見出し画像

コロナ時代・新たなる始まり 第13話「神様の言う通り」

昔、演歌歌手の三波春夫さんが「お客様は神様です」という言葉をよく使われていた。ワタシはずっと、三波春夫さんが、お客様を持ち上げ気持ちよくさせる為、リップサービス的に使っていた言葉だと思っていた。が、そうではなかった。

「自分にとって歌うことは、あたかも神前で祈るようなもの。雑念を祓い、澄み切った心にならなければ完璧なものは届けられない。だから、お客様を神様と捉えて歌を唄い、常に歓ばせたいと思っている。お金を支払ってくださる方々(お客様)に期待外れのものを届けては、失礼にあたる。天と地の間にある『絶対』は神様であり、目の前にいるお客様は神様そのものなのだから」


三波春夫さんは「お客様は神様」という言葉の真意を問われると、そのような内容のことを常々話されていたという。

この考え方、心持ちは全ての職業にあてはまるのではないだろうか。

さしずめ、ワタシの場合は企画・プロデュースすること、と置き換えても良い。仕事をしている時間そのものが、全て神前で祈っている様な感覚であり、受け取ってくださる方々に最善を尽くしたい、と常に思っている。

これまでワタシが20年以上続けてきたTENの仕事は「自然の叡智と命の尊厳をテーマ」に様々な企画を行ってきたものだ。だからある意味で、一般的というよりは、趣旨に賛同頂き私達と同じような感覚の方々がお客様の中心層だった。

コロナ禍で状況が激変し、これまでの仕事とは異なる一昨年開いた2つのお店は、近所に新しいお店が出来たからとか、そぞろ歩きの途中に見つけたから、とふらりと立ち寄ってくださる方々が圧倒的大多数のお客様である。

有り難いことに、新たなお店にやって来られるようになったお客様も皆さんとても素敵な方々ばかりだ。本当にお客様に恵まれていると感謝するばかりなのだが、同時に屈託ないご意見も多々頂くようになった。

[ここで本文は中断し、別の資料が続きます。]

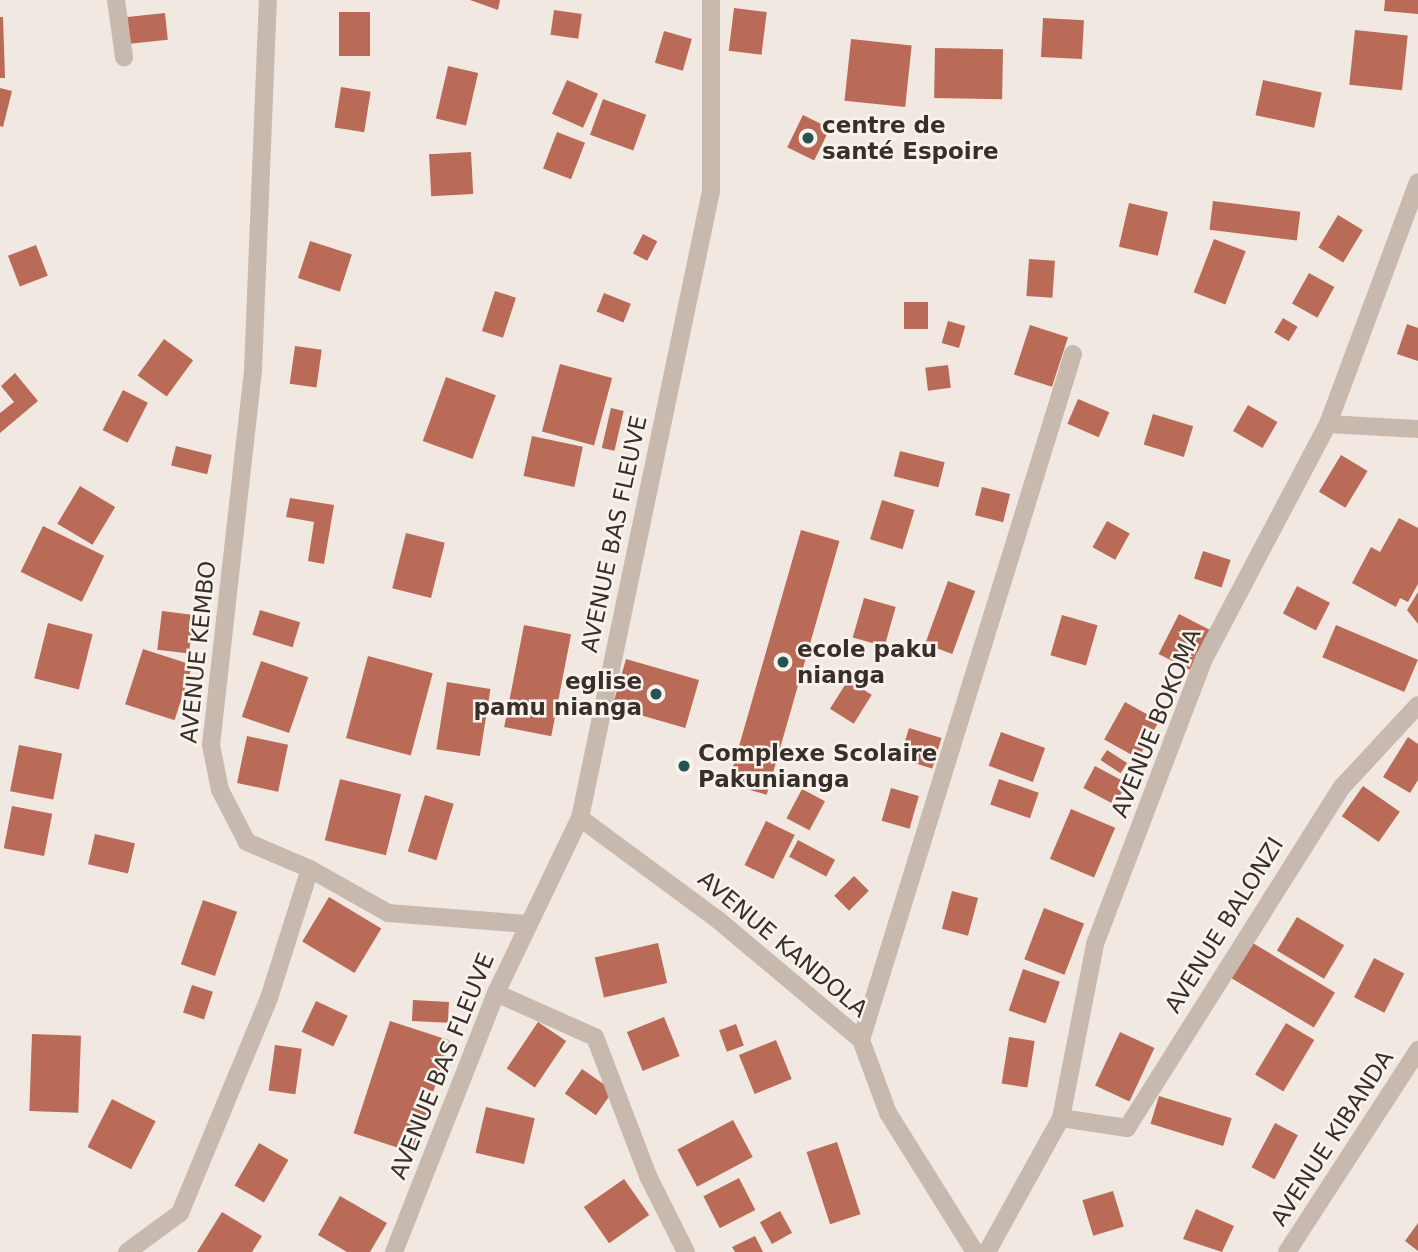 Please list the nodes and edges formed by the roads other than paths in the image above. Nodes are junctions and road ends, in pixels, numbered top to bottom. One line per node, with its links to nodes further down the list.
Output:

先に書いた通り、お客様は神様。だからそんなご意見は神様からのお言葉のようにも感じる。

『ハミングバード』はオープン直後から、「テイクアウトの提供」と「イートインコーナーが欲しい」ということをお客様から言われ続けてきた。

もちろん、私もそれが出来たら良いなと、最初から思ってはいた。が、実現するには様々な壁があった。

まずは、大家さんの許可。チョコレートと珈琲豆の店にしたいと伝えた時、大家さんから「販売は構いませんが、なし崩し的に飲食提供とかしないでくださいね」と言われていた。多分、ゴミのポイ捨てや騒がしくなることを懸念してのことから、そのように言われたのだろう。

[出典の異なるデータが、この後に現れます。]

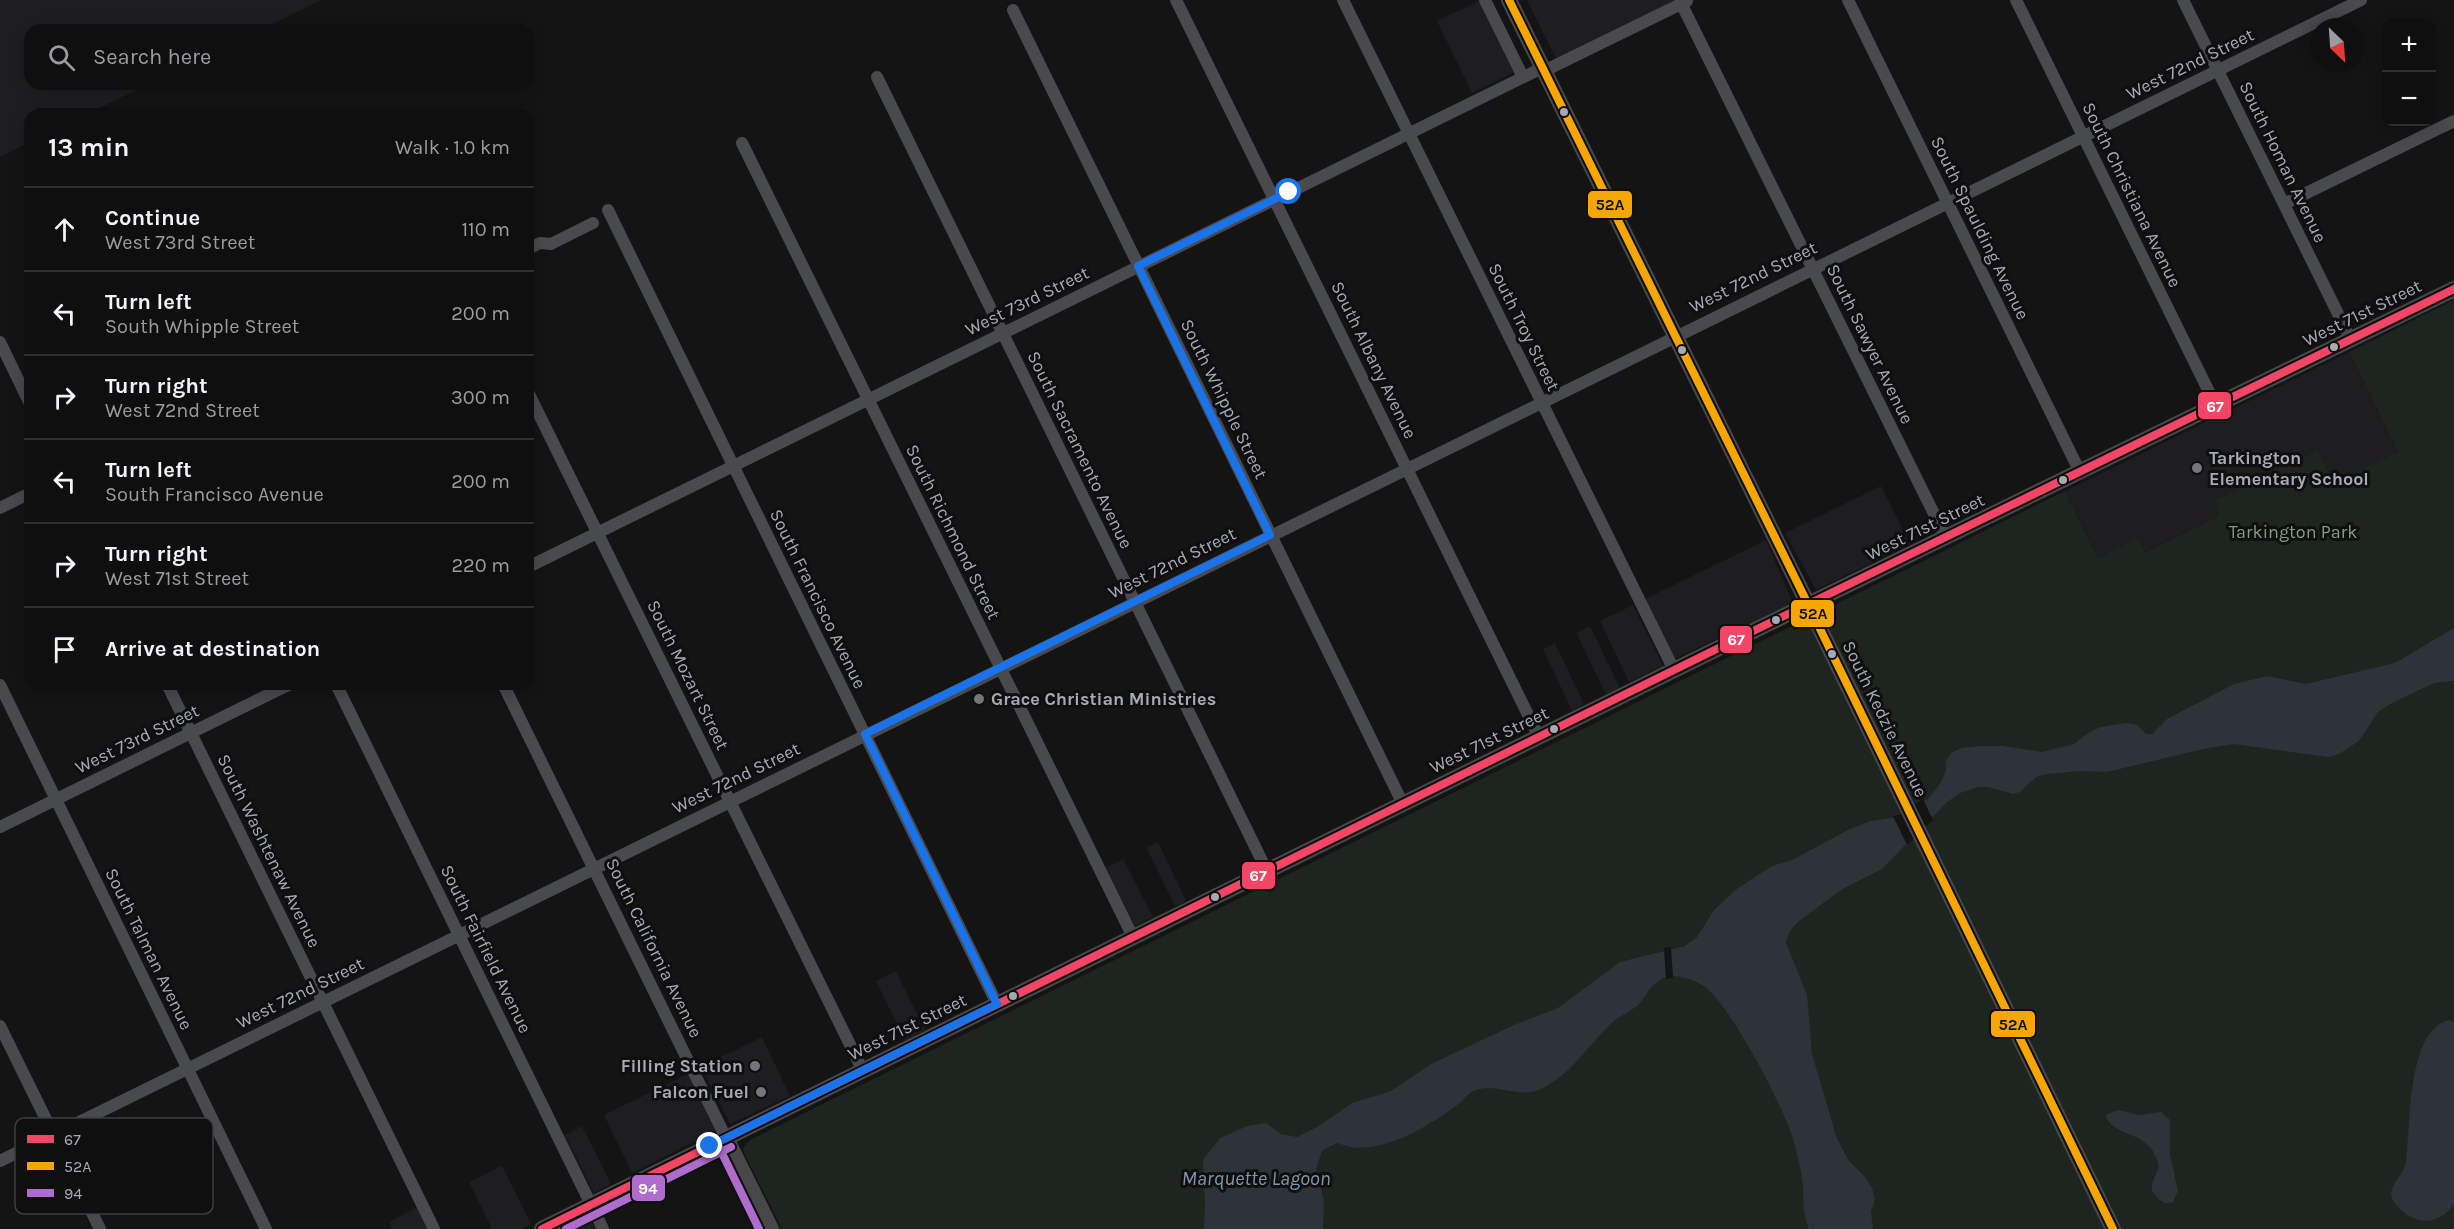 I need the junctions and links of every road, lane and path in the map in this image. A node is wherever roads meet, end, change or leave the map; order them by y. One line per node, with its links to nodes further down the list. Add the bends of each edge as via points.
1 (1176, 0): 19 (street, South Albany Avenue)
2 (1343, 0): 16 (street, South Troy Street)
3 (1485, 0): 14 (street)
4 (1509, 0): 11 (main road, South Kedzie Avenue)
5 (1848, 0): 20 (street, South Spaulding Avenue)
6 (2016, 0): 17 (street, South Christiana Avenue)
7 (2183, 0): 12 (street, South Homan Avenue)
8 (2361, 0): 12 (street, West 72nd Street)
9 (1685, 2): 11 (street, West 73rd Street); 26 (street, South Sawyer Avenue)
10 (1013, 10): 25 (street, South Whipple Street)
11 (1543, 69): 14 (street, West 73rd Street); 29 (main road, South Kedzie Avenue)
12 (2218, 71): 17 (street, West 72nd Street); 21 (street, South Homan Avenue)
13 (877, 77): 28 (street, South Sacramento Avenue)
14 (1523, 77): 16 (street, West 73rd Street)
15 (2454, 121): 21 (street)
16 (1409, 133): 19 (street, West 73rd Street); 34 (street, South Troy Street)
17 (2083, 137): 20 (street, West 72nd Street); 36 (street, South Christiana Avenue)
18 (742, 143): 33 (street, South Richmond Street)
19 (1274, 199): 25 (street, West 73rd Street); 38 (street, South Albany Avenue)
20 (1948, 203): 26 (street, West 72nd Street); 39 (street, South Spaulding Avenue)
21 (2284, 204): 30 (street, South Homan Avenue)
22 (608, 210): 37 (street, South Francisco Avenue)
23 (593, 223): 24 (street, via 550,244)
24 (534, 246)
25 (1138, 266): 28 (street, West 73rd Street); 43 (street, South Whipple Street)
26 (1812, 268): 29 (street, West 72nd Street); 44 (street, South Sawyer Avenue)
27 (2454, 289): 30 (main road, West 71st Street)
28 (1002, 333): 33 (street, West 73rd Street); 46 (street, South Sacramento Avenue)
29 (1675, 335): 34 (street, West 72nd Street); 47 (main road, South Kedzie Avenue)
30 (2351, 340): 36 (main road, West 71st Street)
31 (0, 342): 32 (street)
32 (24, 392)
33 (868, 399): 37 (street, West 73rd Street); 48 (street, South Richmond Street)
34 (1541, 401): 38 (street, West 72nd Street); 49 (street, South Troy Street)
35 (534, 404): 42 (street, South Mozart Street)
36 (2216, 406): 39 (main road, West 71st Street)
37 (732, 466): 42 (street, West 73rd Street); 56 (street, South Francisco Avenue)
38 (1406, 468): 43 (street, West 72nd Street); 57 (street, South Albany Avenue)
39 (2080, 472): 44 (main road, West 71st Street)
40 (24, 496): 41 (street)
41 (0, 508)
42 (597, 533): 45 (street, West 73rd Street); 59 (street, South Mozart Street)
43 (1270, 535): 46 (street, West 72nd Street); 60 (street, South Whipple Street)
44 (1946, 538): 47 (main road, West 71st Street)
45 (534, 564)
46 (1135, 601): 48 (street, West 72nd Street); 63 (street, South Sacramento Avenue)
47 (1808, 605): 49 (main road, West 71st Street); 86 (main road, South Kedzie Avenue)
48 (1000, 668): 56 (street, West 72nd Street); 65 (street, South Richmond Street)
49 (1674, 670): 57 (main road, West 71st Street)
50 (0, 685): 58 (street, South Talman Avenue)
51 (170, 690): 55 (street, South Washtenaw Avenue)
52 (278, 690): 55 (street, West 73rd Street)
53 (339, 690): 64 (street, South Fairfield Avenue)
54 (506, 690): 62 (street, South California Avenue)
55 (191, 733): 58 (street, West 73rd Street); 66 (street, South Washtenaw Avenue)
56 (865, 734): 59 (street, West 72nd Street); 67 (street, South Francisco Avenue)
57 (1539, 737): 60 (main road, West 71st Street)
58 (56, 799): 61 (street, West 73rd Street); 69 (street, South Talman Avenue)
59 (730, 801): 62 (street, West 72nd Street); 70 (street, South Mozart Street)
60 (1403, 804): 63 (main road, West 71st Street)
61 (0, 827)
62 (594, 868): 64 (street, West 72nd Street); 75 (street, South California Avenue)
63 (1267, 871): 65 (main road, West 71st Street)
64 (459, 935): 66 (street, West 72nd Street); 78 (street, South Fairfield Avenue)
65 (1133, 937): 67 (main road, West 71st Street)
66 (323, 1001): 69 (street, West 72nd Street); 82 (street, South Washtenaw Avenue)
67 (997, 1004): 70 (main road, West 71st Street)
68 (0, 1026): 71 (street)
69 (188, 1068): 72 (street, West 72nd Street); 73 (street, South Talman Avenue)
70 (863, 1071): 75 (main road, West 71st Street)
71 (45, 1118)
72 (87, 1118)
73 (212, 1118)
74 (213, 1120): 81 (street, South Talman Avenue)
75 (726, 1138): 78 (main road, West 71st Street); 85 (main road, South California Avenue)
76 (15, 1154): 77 (street, West 72nd Street)
77 (0, 1161)
78 (591, 1205): 83 (main road, West 71st Street); 84 (street, South Fairfield Avenue)
79 (92, 1214): 80 (street)
80 (100, 1229)
81 (266, 1229)
82 (434, 1229)
83 (542, 1229)
84 (603, 1229)
85 (771, 1229)
86 (2113, 1229)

そして、飲食許可を得る保健所の問題。実はオープンする前からこのお店は食品を扱うということで、保健所に相談していた。食品販売だけなら保健所の届出は不要だが、仮に珈琲一杯でも店で提供することがあれば届出が必要であり、飲食許可を出せるよう改革しなければならない、と伝えられていた。更に食品衛生法第51条に基づいて「食品衛生責任者」を定める必要もある為、まずはこの資格を先に取るよう言われた。

そして、最後の壁が費用面のこと。飲食業に変更するなら、それなりに設備工事費用が必要となる。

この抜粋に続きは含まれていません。